The client tool you are using for SVN will determine the details.


Another way is to search the log messages - you presumably left a comment somewhat along the lines of:

Removed XYZ functionality

when you made the change.


The most correct answer is: you can't. There are methods to help you with that task, but it is impossible to do the automatically, because:

  • you don't know which files it is in
  • you don't know the source code or parts of it
  • you can't remember when the code removal happened.
  • ...

A computer cannot read our minds. That said, there are of course other tools that help you, such as the mentioned ones, or graphical front ends like trac (which I like very much for that purpose).


The way I do it is to think of a date when I knew the missing code was active, and fetch the entire source tree as it was on that date. If I get the date wrong, I'll go x day/weeks/months either side until I zero in on it.

svn checkout --revision {2002-02-17}


Presumably, the code comments or revision comments have keywords to target the code fragment you are looking for:

SVN Query - http://svnquery.tigris.org/

"SvnQuery is a fast full text search engine for subversion repositories. It searches every file in every revision. Not only the content of a file is indexed, but also its complete metadata like path, author, comments and properties.
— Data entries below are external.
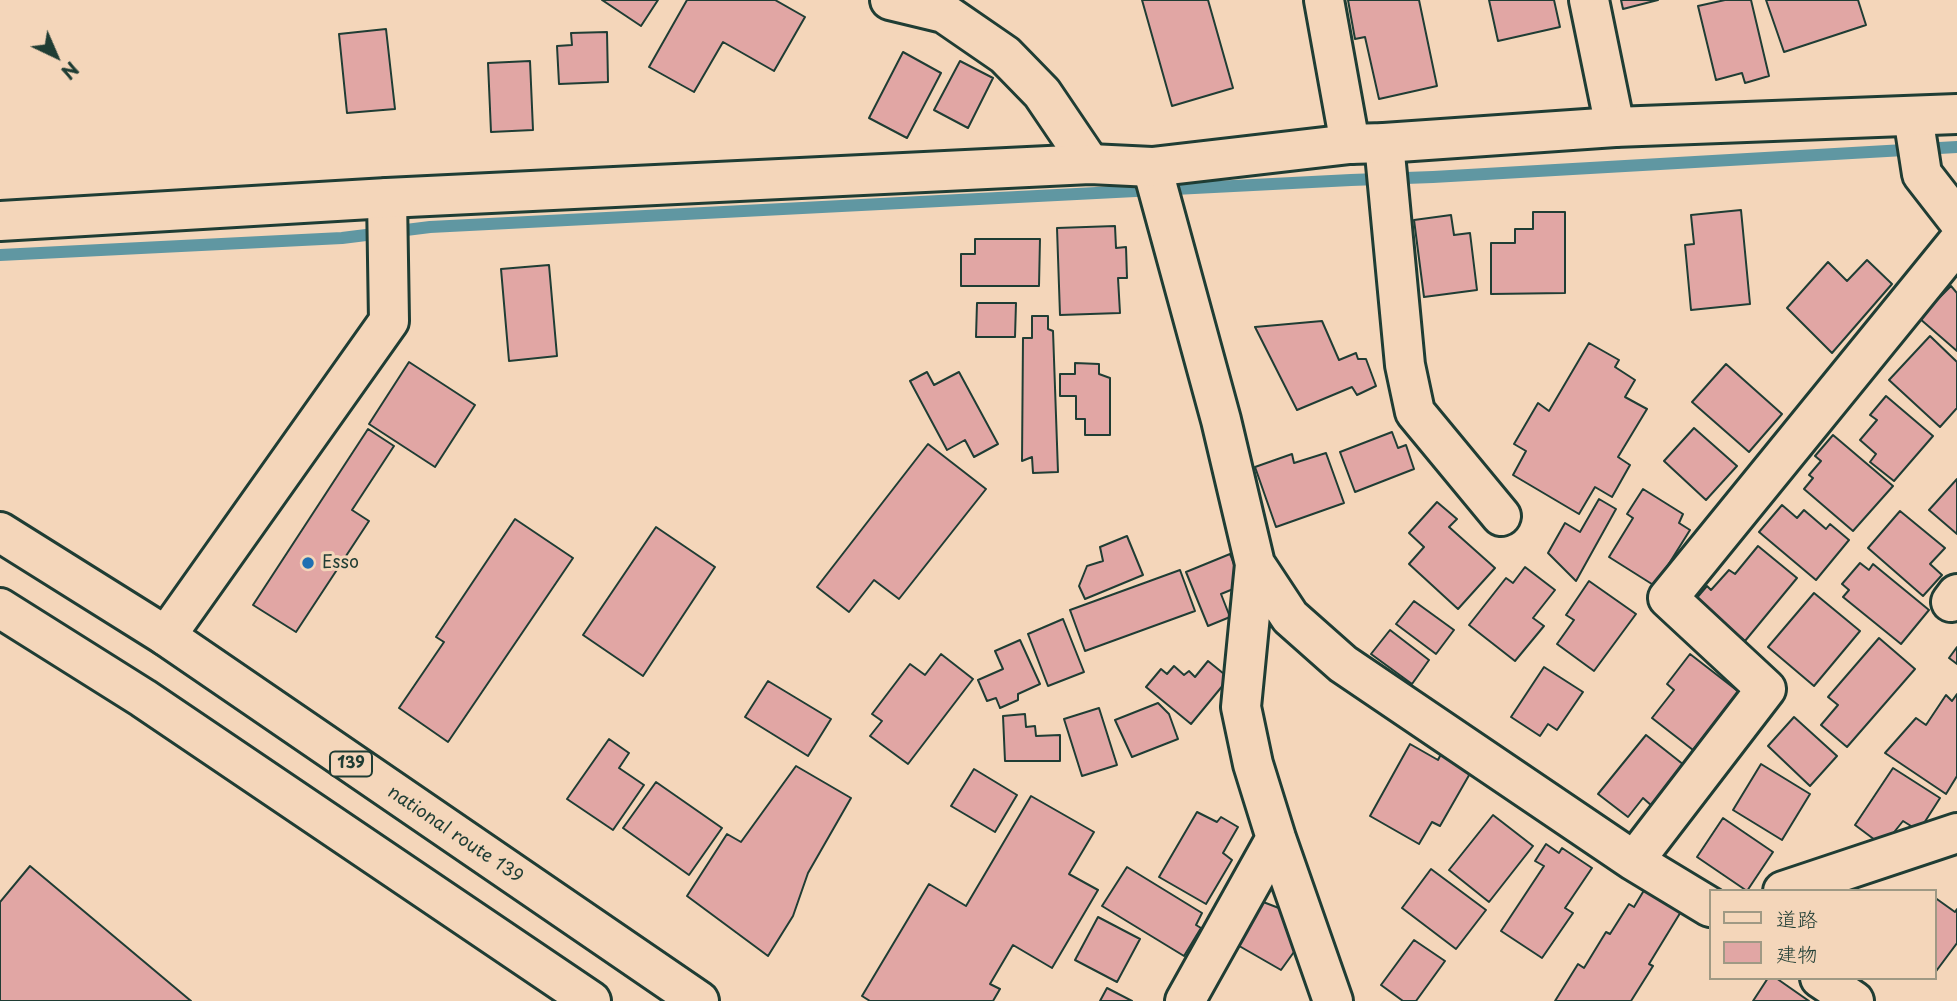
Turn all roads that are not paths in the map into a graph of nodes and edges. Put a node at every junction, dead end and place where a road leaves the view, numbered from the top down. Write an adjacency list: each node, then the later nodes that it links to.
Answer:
1 (890, 0): 8 (main road)
2 (1324, 0): 7 (main road)
3 (1589, 0): 6 (main road)
4 (1957, 114): 5 (main road)
5 (1914, 123): 6 (main road); 11 (main road)
6 (1615, 127): 7 (main road)
7 (1373, 149): 9 (main road); 14 (main road)
8 (1090, 164): 9 (main road); 10 (main road)
9 (1152, 168): 16 (main road)
10 (387, 205): 12 (main road); 18 (main road)
11 (1957, 219)
12 (0, 221)
13 (1957, 243): 21 (main road)
14 (1501, 516)
15 (0, 532): 18 (main road, national route 139 / 139)
16 (1255, 564): 20 (main road); 21 (main road)
17 (0, 608): 25 (main road)
18 (166, 636): 26 (main road, national route 139 / 139)
19 (1957, 834): 22 (main road)
20 (1276, 838): 27 (main road); 28 (main road)
21 (1634, 861): 23 (main road)
22 (1789, 889)
23 (1708, 906)
24 (1823, 980): 29 (main road)
25 (592, 1001)
26 (699, 1001)
27 (1185, 1001)
28 (1333, 1001)
29 (1854, 1001)

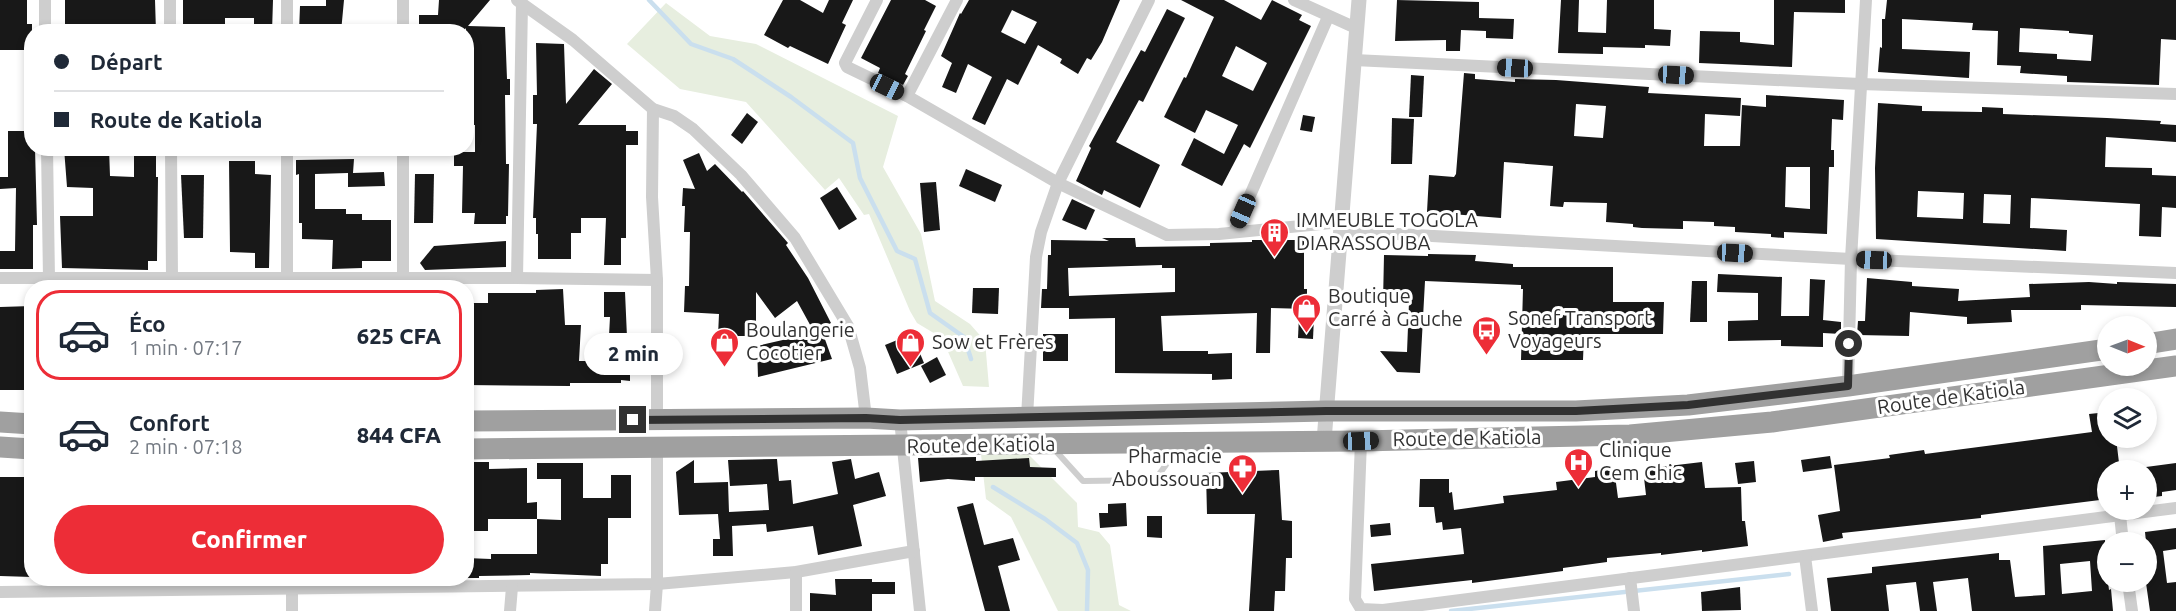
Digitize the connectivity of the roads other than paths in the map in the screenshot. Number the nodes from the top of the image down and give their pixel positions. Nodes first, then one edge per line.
1 (45, 0) edge
2 (170, 0) edge
3 (287, 0) edge
4 (403, 0) edge
5 (878, 0) edge
6 (957, 0) edge
7 (1149, 0) edge
8 (1294, 0) edge
9 (1359, 0) edge
10 (1866, 0) edge
11 (519, 2) edge
12 (1328, 16) junction
13 (45, 24) edge
14 (170, 24) edge
15 (287, 24) edge
16 (403, 24) edge
17 (1356, 28) junction
18 (1354, 60) junction
19 (1860, 84) junction
20 (2176, 94) edge
21 (907, 96) junction
22 (653, 109) junction
23 (47, 156) edge
24 (171, 156) edge
25 (287, 156) edge
26 (403, 156) edge
27 (1058, 183) junction
28 (1342, 226) junction
29 (1234, 232) junction
30 (1851, 259) junction
31 (2176, 273) edge
32 (0, 278) edge
33 (517, 278) junction
34 (49, 279) junction
35 (172, 279) junction
36 (403, 279) junction
37 (195, 280) edge
38 (287, 280) edge
39 (380, 280) edge
40 (657, 280) junction
41 (2176, 339) edge
42 (2157, 342) edge
43 (2097, 351) edge
44 (2176, 366) edge
45 (1848, 386) junction
46 (1326, 411) junction
47 (1027, 417) junction
48 (866, 418) junction
49 (657, 420) junction
50 (900, 420) junction
51 (0, 422) edge
52 (474, 422) edge
53 (24, 424) edge
54 (1324, 441) junction
55 (1361, 441) junction
56 (1182, 442) junction
57 (1050, 444) junction
58 (902, 446) junction
59 (0, 447) edge
60 (24, 448) edge
61 (657, 448) junction
62 (474, 449) edge
63 (2176, 508) edge
64 (2157, 510) edge
65 (2097, 518) edge
66 (914, 551) junction
67 (1805, 556) junction
68 (796, 572) junction
69 (1630, 579) junction
70 (657, 584) junction
71 (219, 586) edge
72 (292, 586) edge
73 (439, 586) edge
74 (512, 587) junction
75 (0, 592) edge
76 (2129, 592) edge
77 (292, 611) edge
78 (510, 611) edge
79 (655, 611) edge
80 (796, 611) edge
81 (920, 611) edge
82 (1634, 611) edge
83 (1812, 611) edge
84 (2132, 611) edge

1 - 13 street
2 - 14 street
3 - 15 street
4 - 16 street
5 - 21 street
6 - 21 street
7 - 27 street
8 - 12 street
9 - 17 street
10 - 19 street
11 - 22 street
11 - 33 street
12 - 17 street
12 - 29 street
17 - 18 street
18 - 19 street
18 - 28 street
19 - 20 street
19 - 30 street
21 - 27 street
22 - 40 street
22 - 48 street
23 - 34 street
24 - 35 street
25 - 38 street
26 - 36 street
27 - 29 street
27 - 47 street
28 - 29 street
28 - 30 street
28 - 46 street
30 - 31 street
30 - 45 street
32 - 34 street
33 - 36 street
33 - 40 street
34 - 35 street
35 - 37 street
36 - 39 street
40 - 49 street
41 - 42 highway
43 - 45 highway, Route de Katiola
44 - 55 highway, Route de Katiola
45 - 46 highway, Route de Katiola
46 - 47 highway, Route de Katiola
46 - 54 street
47 - 50 highway, Route de Katiola
48 - 49 highway, Route de Katiola
48 - 50 highway, Route de Katiola
49 - 52 highway, Route de Katiola
50 - 58 street
51 - 53 highway
54 - 55 highway, Route de Katiola
54 - 56 highway, Route de Katiola
55 - 69 street
56 - 57 highway, Route de Katiola
56 - 57 lane
57 - 58 highway, Route de Katiola
58 - 61 highway, Route de Katiola
58 - 66 street
59 - 60 highway
61 - 62 highway, Route de Katiola
61 - 70 street
63 - 64 street
65 - 67 street
66 - 68 street
66 - 81 street
67 - 69 street
67 - 83 street
68 - 70 street
68 - 80 street
69 - 82 street
70 - 74 street
70 - 79 street
71 - 75 street
72 - 77 street
73 - 74 street
74 - 78 street
76 - 84 street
A simple, Google-like web frontend is provided, but it is expected that the query library and indexing mechanism can be reused in other frontends, e.g. a web service or a Visual Studio Plug-In.

SvnQuery is implemented in C# 3.0 and ASP.NET is used for the web frontend. The full text search is done by Lucene.Net which delivers an astonishing performance. ..."

The query language is described here:
http://svnquery.tigris.org/servlets/ProjectProcess?pageID=o0dpdE&freeformpage=SvnWebQueryHelp


I suspect that using any other source control system will not make much difference in this aspect (correct me if I'm wrong).

This is wrong. Distributed version control (e.g. git or hg) can do this relatively efficiently.

In git, for instance, to find a deleted function named foo, you could do git log -S foo, which will show all commits that add or remove lines that contain "foo".

If you want to stick with the arbitrary SVN limitation for some reason, clone the SVN repository with git-svn first.